Yahoo Introduces Password-Free Login – Just Don’t Lose Your Phone - riaface
http://techcrunch.com/2015/03/16/yahoo-introduces-password-free-login-just-dont-lose-your-phone/
======
halviti
Good old one-factor authentication.

The huge problem with this (and I hate even saying this out loud) is stealing
phone numbers.

If I really wanted to hack your account, I would just port your phone number.
I won't give the details how, but let's just say it's not yet a perfect
system.

The number would get ported elsewhere, your phone company would probably
assign you a new number (or your phone stops working until you call them)..
the attacker would login, do whatever, and then in the next day or two when
you realize your phone has a different phone number.. it would be way too
late.

You'd likely even have a very difficult time getting your account back, since
you no longer have your phone number.

Not only that, but now your entire life is messed up slightly because nobody
knows your phone number.

We haven't seen too much of this yet, but I expect that to change.
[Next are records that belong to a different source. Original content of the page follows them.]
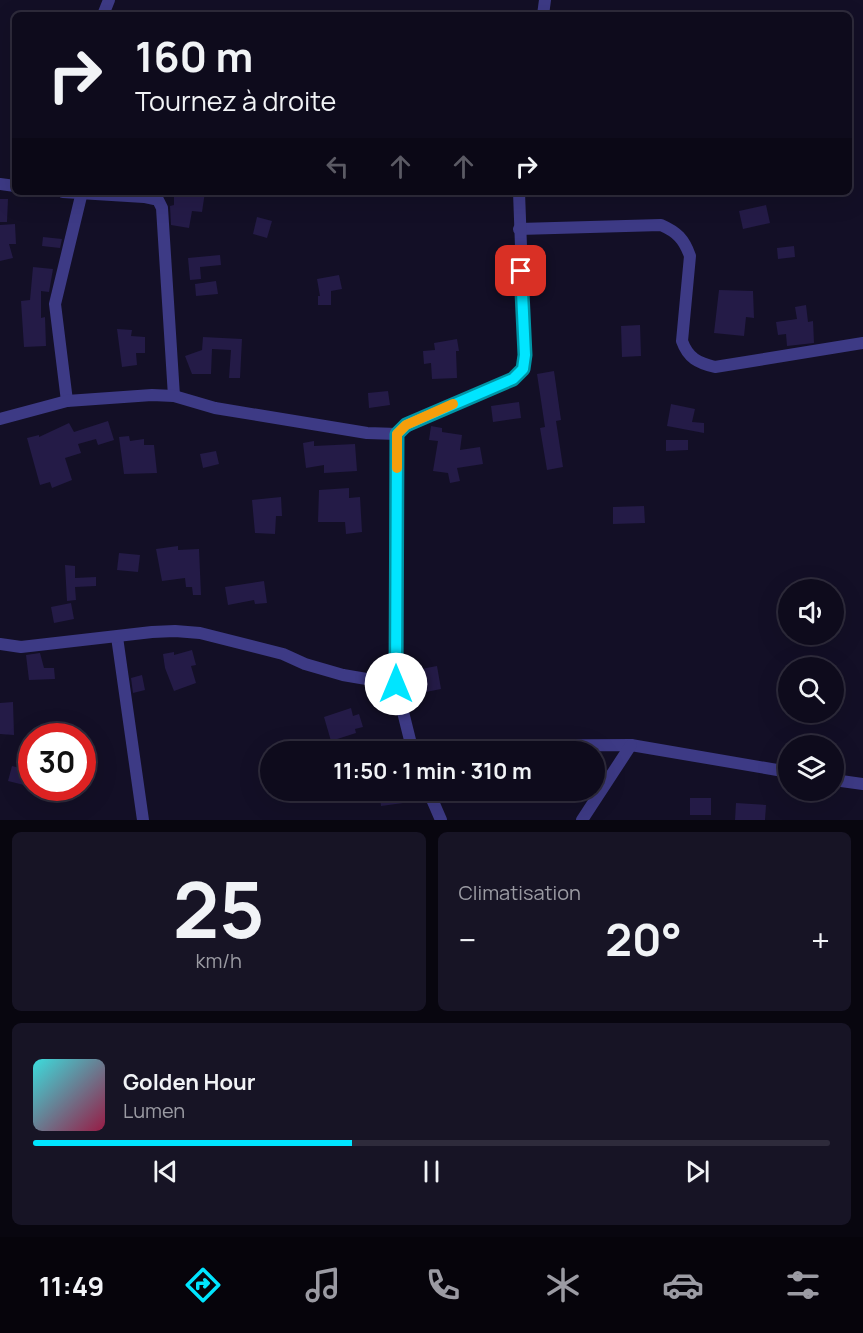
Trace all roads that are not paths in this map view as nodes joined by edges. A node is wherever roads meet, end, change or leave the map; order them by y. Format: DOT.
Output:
graph roads {
  1 [pos="82,195"];
  2 [pos="123,195"];
  3 [pos="519,195"];
  4 [pos="519,230"];
  5 [pos="863,343"];
  6 [pos="174,396"];
  7 [pos="67,401"];
  8 [pos="0,419"];
  9 [pos="397,434"];
  10 [pos="117,637"];
  11 [pos="0,644"];
  12 [pos="396,684"];
  13 [pos="410,741"];
  14 [pos="605,745"];
  15 [pos="631,745"];
  16 [pos="778,770"];
  17 [pos="844,781"];
  18 [pos="863,784"];
  19 [pos="433,801"];
  20 [pos="143,820"];
  21 [pos="441,820"];
  22 [pos="582,820"];
  1 -- 7 [label="street"];
  2 -- 6 [label="street"];
  3 -- 4 [label="street"];
  4 -- 5 [label="street"];
  4 -- 9 [label="street"];
  6 -- 7 [label="street"];
  6 -- 9 [label="street"];
  7 -- 8 [label="street"];
  9 -- 12 [label="street"];
  10 -- 11 [label="street"];
  10 -- 12 [label="street"];
  10 -- 20 [label="street"];
  12 -- 13 [label="street"];
  14 -- 15 [label="street"];
  15 -- 16 [label="street"];
  15 -- 22 [label="street"];
  17 -- 18 [label="street"];
  19 -- 21 [label="street"];
}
Thanks
yahoo.

------
kwhitefoot
I don't want Yahoo to know my mobile number. My bank has it because I trust
them and because they use it as one factor in a two factor authentication
sequence.

What about people who use more than one email account, perhaps one that they
need to keep quiet about? Forcing such people into using a mobile for
authentication puts them at greater risk in the real world.